I really only had to rack my bike and switch shoes, but as I leaned down to tie them (darn laces) I got a bad cramp in my upper abs (old yoga injury) and had to sit down. Sit Down? Just to put on shoes? Even sitting I could barely reach my feet without the cramp flaring up but I told myself as soon as I had them tied I could run away and stretch it as much as I wanted.

 The Swim

So, off I went to the trail and nobody else was there. Seriously. There were dozens of fans and I new I went the right way, but there were no other runners! I actually had to ask some spectators  if I was going the right away. I was, and moments later I caught some slower runners. (I might have a slow bike, but I pass all those racing-bike-types on the run). The first mile was hard. Really hard. My legs were tired and I felt like I was barely moving. But it’s so mental at that point and I really really didn’t want to walk. so I just kept moving my legs over and over and over. A half-mile into the run I caught my breathe and started to have fun. I encouraged walkers to run with me. I complimented a woman on her cute top (Athleta, of course!). I shouted out my calories burned when it hit 950. And I yelled just one mile to go when we had just one mile to go. Then with 800 yards left, I thought I was going to puke. That darn Gatorade I tried at the last water stop. I new it was a bad choice, but I just put the thought out of my head and new that at that finish line were my Husband, My In-laws and the sweetest little girl i knew. And I knew she wanted to finish with me. When I could finally see the finish line (I love that you can’t see the finish line until there’s only about 150 feet to go) I knew I was nearly there. I looked in the crowd for Husband and saw his head peeking over the crowd. I waved and out popped Daughter. Dressed in her favorite party dress and her new running shoes. She grabbed my hand and ran with me all the way to the end. We crossed and stopped and as I leaned down to hug her she looked up and asked, “Did we win?” “Yeah, Baby, we won all right.”

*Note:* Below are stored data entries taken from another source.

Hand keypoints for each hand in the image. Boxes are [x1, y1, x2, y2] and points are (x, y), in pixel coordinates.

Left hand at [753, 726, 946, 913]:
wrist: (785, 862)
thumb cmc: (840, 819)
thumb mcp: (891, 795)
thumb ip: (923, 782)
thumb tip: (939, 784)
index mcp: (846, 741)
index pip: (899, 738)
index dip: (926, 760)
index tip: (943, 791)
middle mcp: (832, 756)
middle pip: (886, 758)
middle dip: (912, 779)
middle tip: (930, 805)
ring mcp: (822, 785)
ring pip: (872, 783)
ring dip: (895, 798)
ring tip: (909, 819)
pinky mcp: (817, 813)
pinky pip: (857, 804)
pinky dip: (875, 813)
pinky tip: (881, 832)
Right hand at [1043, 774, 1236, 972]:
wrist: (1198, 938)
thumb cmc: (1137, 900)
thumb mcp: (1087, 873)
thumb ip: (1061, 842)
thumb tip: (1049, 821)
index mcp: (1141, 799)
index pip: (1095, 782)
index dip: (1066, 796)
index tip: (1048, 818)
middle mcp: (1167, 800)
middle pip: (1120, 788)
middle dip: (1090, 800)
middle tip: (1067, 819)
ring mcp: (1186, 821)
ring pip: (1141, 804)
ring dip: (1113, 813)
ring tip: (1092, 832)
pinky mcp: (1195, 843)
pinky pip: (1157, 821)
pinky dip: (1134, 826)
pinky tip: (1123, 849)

I didn’t look at the clock when I finished, but I knew from my watch that I had probably gotten a PR. I think the big difference is that I pushed it on the bike. I totally messed up the swim, but with the stronger bike and a consistent run (my best and favorite portion) I reached the PR. And after everything that happened this summer, everything that tried to derail my training and didn’t, I couldn’t be happier. Now, I just can’t wait until next year. Seriously. It can’t come soon enough!!

A Month Later

photo-227

(Daughter and her newest cousin)

A month ago today we put our house on the market, our daycare fell apart and my Dad went into end stage dementia. All in the same day. We also had our first showing that day. I spent the evening sitting at my Dad’s bed side. And then spent an hour on the phone, late into the night, with fellow parents.

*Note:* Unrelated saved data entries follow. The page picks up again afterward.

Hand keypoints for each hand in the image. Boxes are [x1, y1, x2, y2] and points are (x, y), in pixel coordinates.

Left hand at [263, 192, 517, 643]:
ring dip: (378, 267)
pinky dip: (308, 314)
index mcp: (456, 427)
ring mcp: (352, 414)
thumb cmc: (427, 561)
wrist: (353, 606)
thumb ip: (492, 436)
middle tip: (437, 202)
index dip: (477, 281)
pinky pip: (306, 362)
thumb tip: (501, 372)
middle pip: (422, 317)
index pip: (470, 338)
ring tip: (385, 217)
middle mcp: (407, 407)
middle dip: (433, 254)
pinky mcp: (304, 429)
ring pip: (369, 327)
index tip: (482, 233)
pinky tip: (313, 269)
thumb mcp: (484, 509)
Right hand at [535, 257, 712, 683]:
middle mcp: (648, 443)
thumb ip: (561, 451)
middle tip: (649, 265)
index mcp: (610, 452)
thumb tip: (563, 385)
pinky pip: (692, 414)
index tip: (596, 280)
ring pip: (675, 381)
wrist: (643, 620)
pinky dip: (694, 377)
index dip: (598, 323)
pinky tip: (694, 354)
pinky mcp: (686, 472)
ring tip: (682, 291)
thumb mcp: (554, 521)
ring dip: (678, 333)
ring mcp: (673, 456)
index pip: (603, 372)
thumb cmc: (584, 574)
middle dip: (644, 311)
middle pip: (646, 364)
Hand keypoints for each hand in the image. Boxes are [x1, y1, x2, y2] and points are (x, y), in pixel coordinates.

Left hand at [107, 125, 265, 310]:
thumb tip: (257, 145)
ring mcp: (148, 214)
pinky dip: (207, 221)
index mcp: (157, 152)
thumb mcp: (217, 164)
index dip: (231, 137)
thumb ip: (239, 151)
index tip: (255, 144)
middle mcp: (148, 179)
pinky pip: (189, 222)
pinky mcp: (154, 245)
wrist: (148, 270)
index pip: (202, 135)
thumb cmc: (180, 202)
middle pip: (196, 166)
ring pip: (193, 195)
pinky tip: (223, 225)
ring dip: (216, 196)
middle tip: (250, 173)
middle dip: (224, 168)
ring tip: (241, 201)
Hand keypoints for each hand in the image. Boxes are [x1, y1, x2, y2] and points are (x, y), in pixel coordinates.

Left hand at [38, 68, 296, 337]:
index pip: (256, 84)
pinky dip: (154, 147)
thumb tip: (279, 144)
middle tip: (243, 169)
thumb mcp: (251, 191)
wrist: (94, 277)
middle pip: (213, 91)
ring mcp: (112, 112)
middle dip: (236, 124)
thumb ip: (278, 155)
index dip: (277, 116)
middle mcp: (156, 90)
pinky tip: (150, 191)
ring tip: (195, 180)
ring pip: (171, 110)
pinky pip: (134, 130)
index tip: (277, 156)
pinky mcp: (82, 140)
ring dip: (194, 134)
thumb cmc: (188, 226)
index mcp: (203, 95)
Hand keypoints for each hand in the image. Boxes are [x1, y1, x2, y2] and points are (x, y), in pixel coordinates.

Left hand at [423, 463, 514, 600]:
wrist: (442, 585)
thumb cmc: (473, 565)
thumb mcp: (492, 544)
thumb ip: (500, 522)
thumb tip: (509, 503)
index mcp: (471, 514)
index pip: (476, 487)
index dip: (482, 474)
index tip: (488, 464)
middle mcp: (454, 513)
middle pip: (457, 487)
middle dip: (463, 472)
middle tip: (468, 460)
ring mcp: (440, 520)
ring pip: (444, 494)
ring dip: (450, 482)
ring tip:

The next day was a Saturday and we spent the morning at a birthday party for a classmate, where most of the talk was about which teachers we lost rather than what flavor the cake was. That afternoon I spent four hours in my Dad’s room, listening to his bed inflate and deflate, and hoping that each cough wouldn’t be his last. My Mom was driving back from Iowa as quickly as she could. The Hospice nurse gave him oxygen and told me that he didn’t have much time.

Sunday morning we were up early, prepping for our first open house, when the phone rang. It wasn’t quite 8am and I knew who was on the other line. It was Mom calling to say that Dad was gone.

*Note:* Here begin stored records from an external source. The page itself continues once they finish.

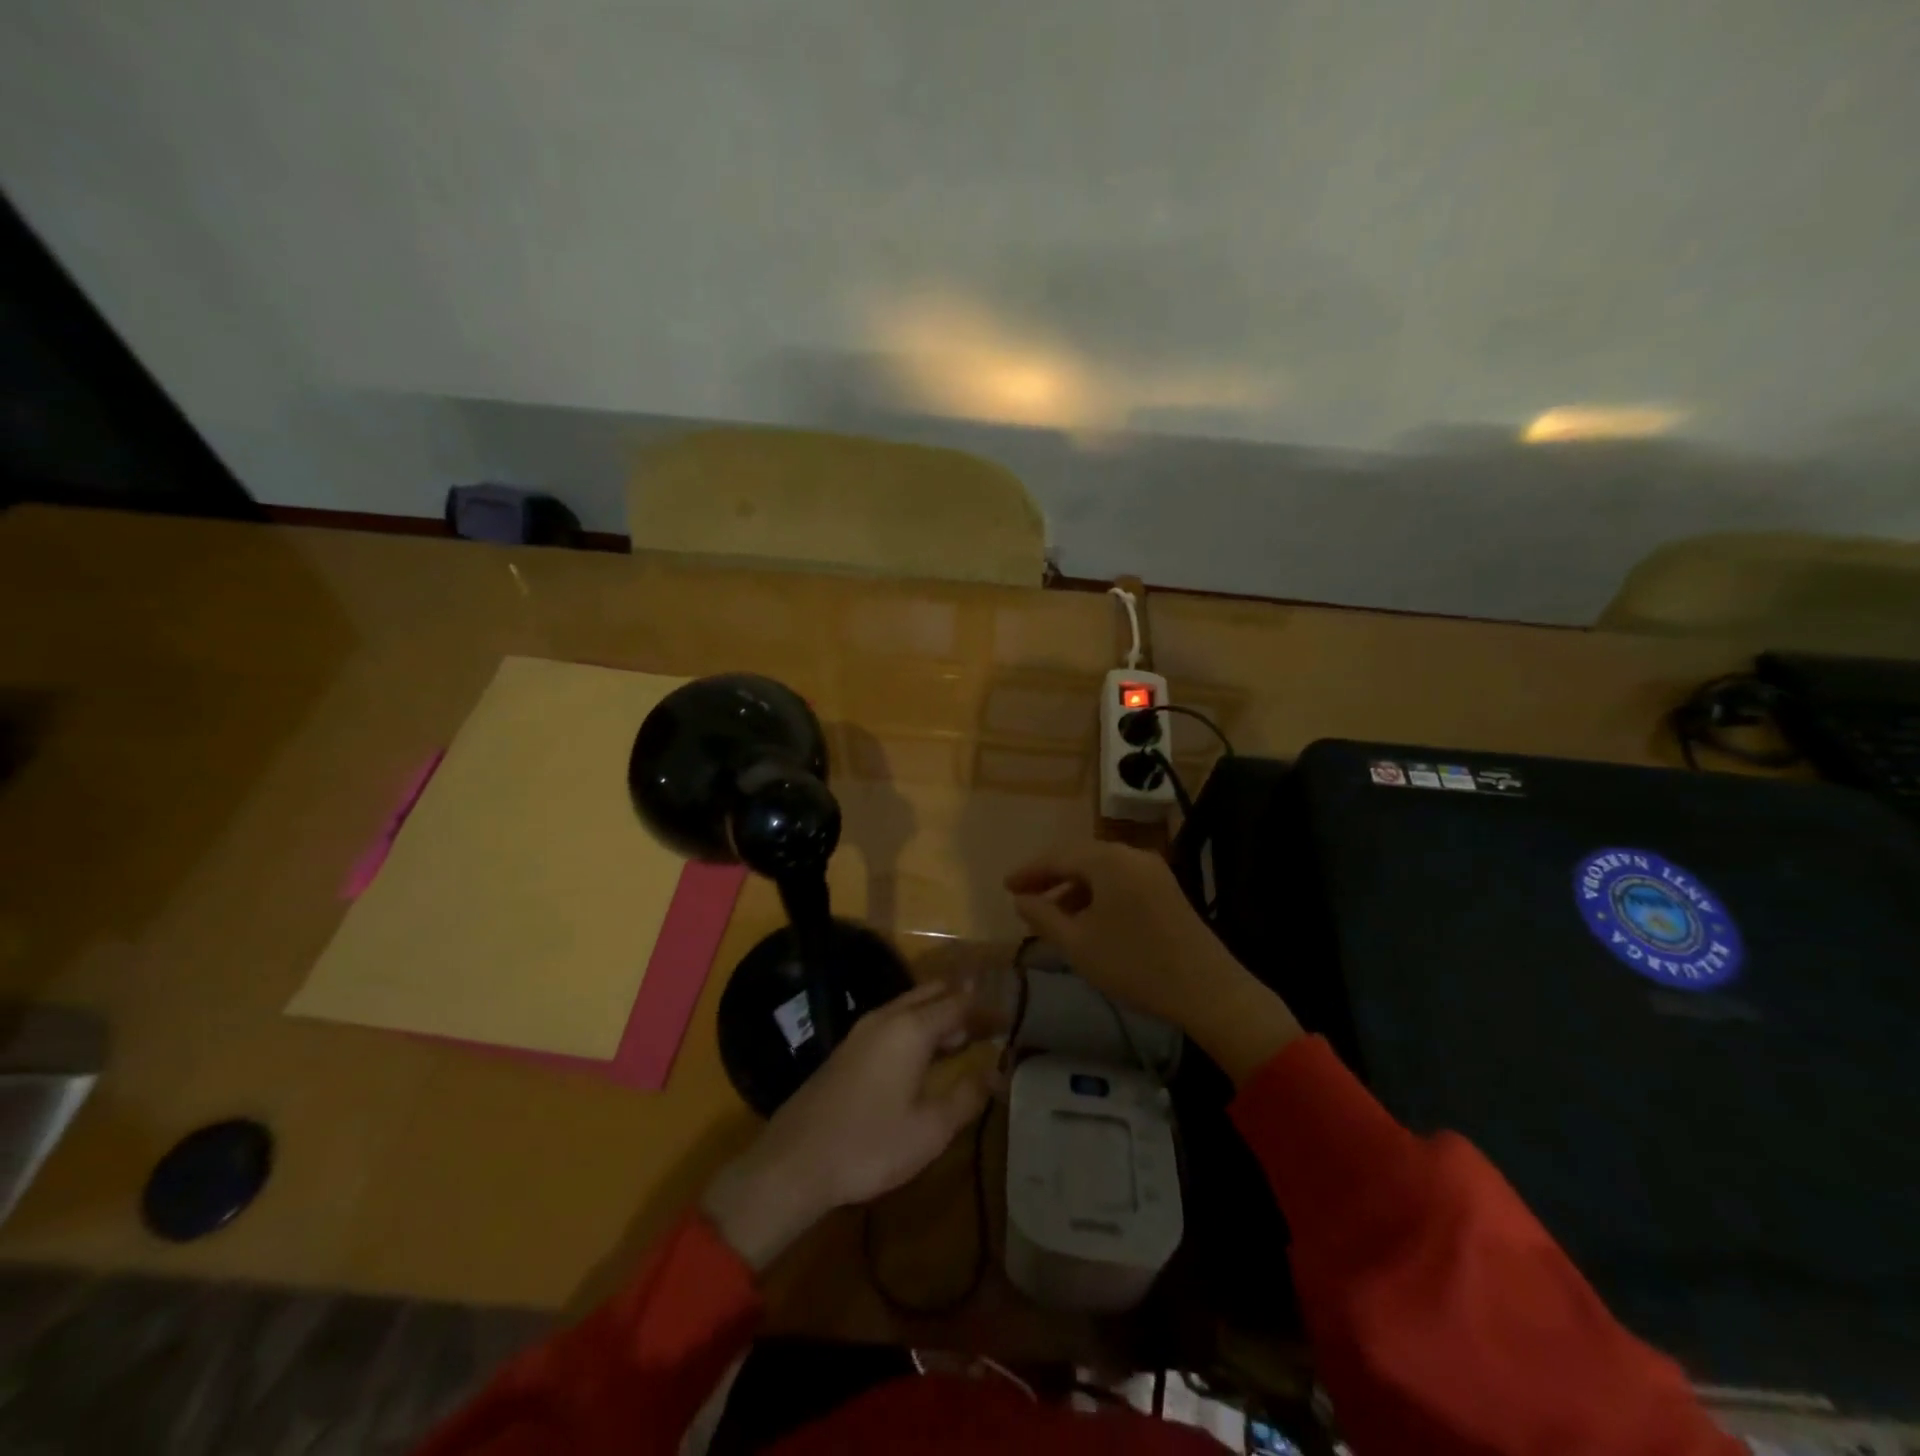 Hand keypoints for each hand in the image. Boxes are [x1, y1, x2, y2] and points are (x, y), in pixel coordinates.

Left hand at [701, 982, 993, 1270]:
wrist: (795, 1161)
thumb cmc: (870, 1145)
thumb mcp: (930, 1129)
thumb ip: (967, 1095)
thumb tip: (996, 1071)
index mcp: (911, 1029)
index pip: (959, 1005)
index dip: (986, 1011)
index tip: (1010, 1020)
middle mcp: (887, 1017)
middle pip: (933, 995)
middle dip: (963, 1004)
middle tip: (990, 1024)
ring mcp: (863, 1030)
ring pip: (910, 1006)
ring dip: (938, 1014)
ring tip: (964, 1037)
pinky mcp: (848, 1048)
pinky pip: (893, 1021)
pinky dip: (917, 1025)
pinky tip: (924, 1053)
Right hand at [1005, 840, 1301, 1083]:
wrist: (1207, 989)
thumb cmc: (1134, 965)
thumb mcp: (1078, 944)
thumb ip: (1043, 917)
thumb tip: (1021, 899)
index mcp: (1108, 860)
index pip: (1057, 856)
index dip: (1028, 871)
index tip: (1005, 886)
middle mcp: (1131, 855)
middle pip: (1080, 857)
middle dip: (1050, 876)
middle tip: (1024, 895)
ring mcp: (1153, 870)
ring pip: (1101, 869)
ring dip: (1074, 887)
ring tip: (1051, 913)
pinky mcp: (1166, 888)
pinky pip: (1120, 880)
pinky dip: (1097, 893)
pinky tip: (1087, 919)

We knew it was coming. We didn’t think it was coming that soon.

Even a month later, it’s hard to write about it.

The next few weeks were full of plans and hugs and new teachers and house showings. My sister came home for a few days, we spent hours at the pool with Mom, high school friends called to share their memories and new friends offered their shoulders to cry on. Last weekend we held the funeral and there were crowds of people sharing stories, laughter, more hugs and kind words.

This week we had yet another open house, more showings, and more new teachers.

I’m starting to come out of the fog. It’s been a rough summer. But I am grateful for so many things.